Josh, who grew up in Toronto, was diagnosed with Crohn’s disease as a teenager. He actually taught himself computer programming in high school in order to keep himself busy during the many months he was ill, either stuck at home or in the hospital. He has endured dozens of surgeries and years of pain, and has nurtured a vision, in the process, of building an institute dedicated to Crohn’s research. We reached out to Cedars-Sinai Medical Center (a world-class hospital not far from where we live, and where Josh and our family have been treated for years) and what transpired offered us another clue that we had entered a whole new world.
A friend had opened the door for us by introducing us to the president of the board. Still, when Josh made it known that he wanted to make a major donation for Crohn’s research, we were transferred to a junior development officer. We called several times over the next couple of months, but nobody took us seriously. A full six months after we first made contact, Cedars accepted our money.
A realistic interval for a large institution? Maybe. But with new donors like ourselves, who aren’t accustomed to the delay (and who might not persevere through the silence), it’s a risky way to do business.
What if we had walked?
I did realize later that, to these charities, we were pretty alien. We represented totally unknown entities. We hadn’t progressed through any of the conventional channels of donor cultivation (such as the lunches and pitches and follow-up) and nor were we the product of prospect research. We didn’t also throw numbers around or make demands, and they had no idea how to handle us.
Cedars has one of the most well-conceived and sensitively run development plans I’ve ever seen. That’s what I realize now. The organization has even integrated its early experience with us into its development training, reframing what happened into a teaching moment for fundraisers. And without question, the day we dedicated the Joshua L. and Lisa Z. Greer Chair in Inflammatory Bowel Disease Genetics at Cedars in late 2011 was one for the books.
Even now, Josh and I feel overwhelmed by the idea that we might actually have an impact on a disease that has so profoundly affected his life. Dr. Dermot McGovern, a world expert in the field, assumed the role of Chair, and our donation has allowed him to take risks, explore different approaches, and leverage the initial seed money into additional grants and funding.
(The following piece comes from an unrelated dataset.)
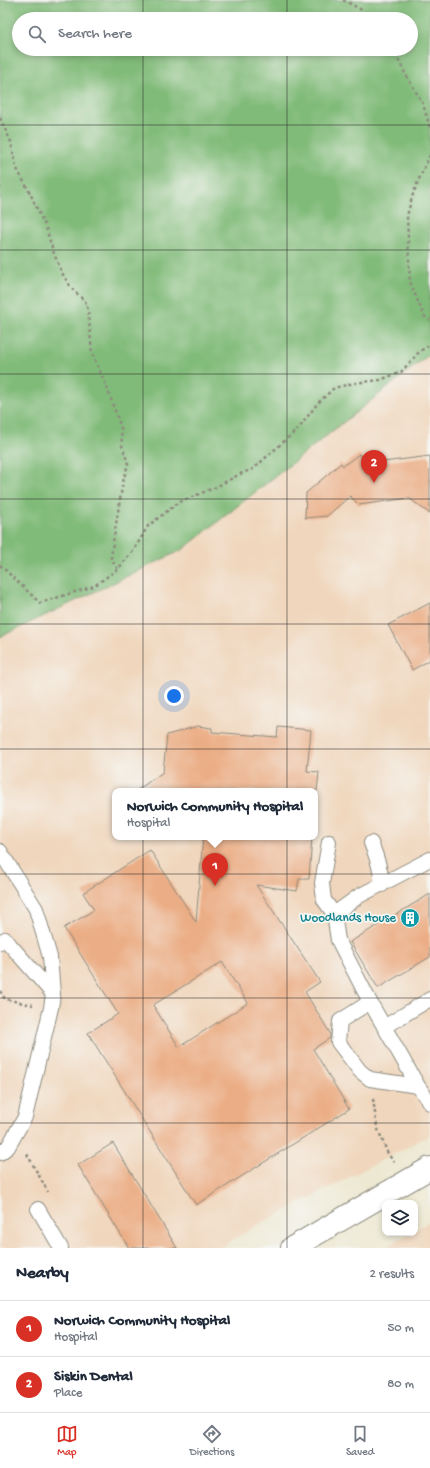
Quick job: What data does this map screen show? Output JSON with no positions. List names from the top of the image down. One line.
{"places":{"building":["Woodlands House"]},"page":{"search":"Search here","pins":["2","1"],"popup":["Norwich Community Hospital","Hospital"],"heading":["Nearby","2 results"],"list":[{"mark":"1","name":"Norwich Community Hospital","note":"Hospital","value":"50 m"},{"mark":"2","name":"Siskin Dental","note":"Place","value":"80 m"}],"nav":["Map","Directions","Saved"]}}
Also, the lab’s work has been groundbreaking. It has generated practicable insights into specific genetic variations of Crohn’s disease, resulting in certain customized therapies already entering clinical trial. Happily, we’ve also developed a friendship with Dermot and his wife, and Josh and I both serve on Cedars’ Board of Governors.
But the lesson remains. Until you’ve got a name and a reputation as a donor, you may well find it hard to give your money away. And for a sector that’s desperate to attract support, especially new support, so that its worthy nonprofits succeed, that’s a problem.
Off Script! Off Script!
These early experiences gave us insight into the practices and politics of the sector, but it wasn’t until I started taking meetings on a regular basis that I realized just how out of sync our philanthropic systems were with what I’d always known to be true about human beings.
It took about a year for our names to get out there. This heralded an onslaught of emails and calls, but I noted with interest the fact that, although I let it be known to fundraisers that I handle our family finances, everyone wanted to meet us ‘together.’
I found some solicitations easy to decline. If a charity had nothing to do with my values or interests, I didn’t bother. For the most part, though, I was dying to learn about the wonderful work of the organizations that were contacting me, and I very happily took the meetings – solo, more often than not – to the extent of scheduling several a week. In many ways, it was an education, an immersive ‘master class’ in charitable giving.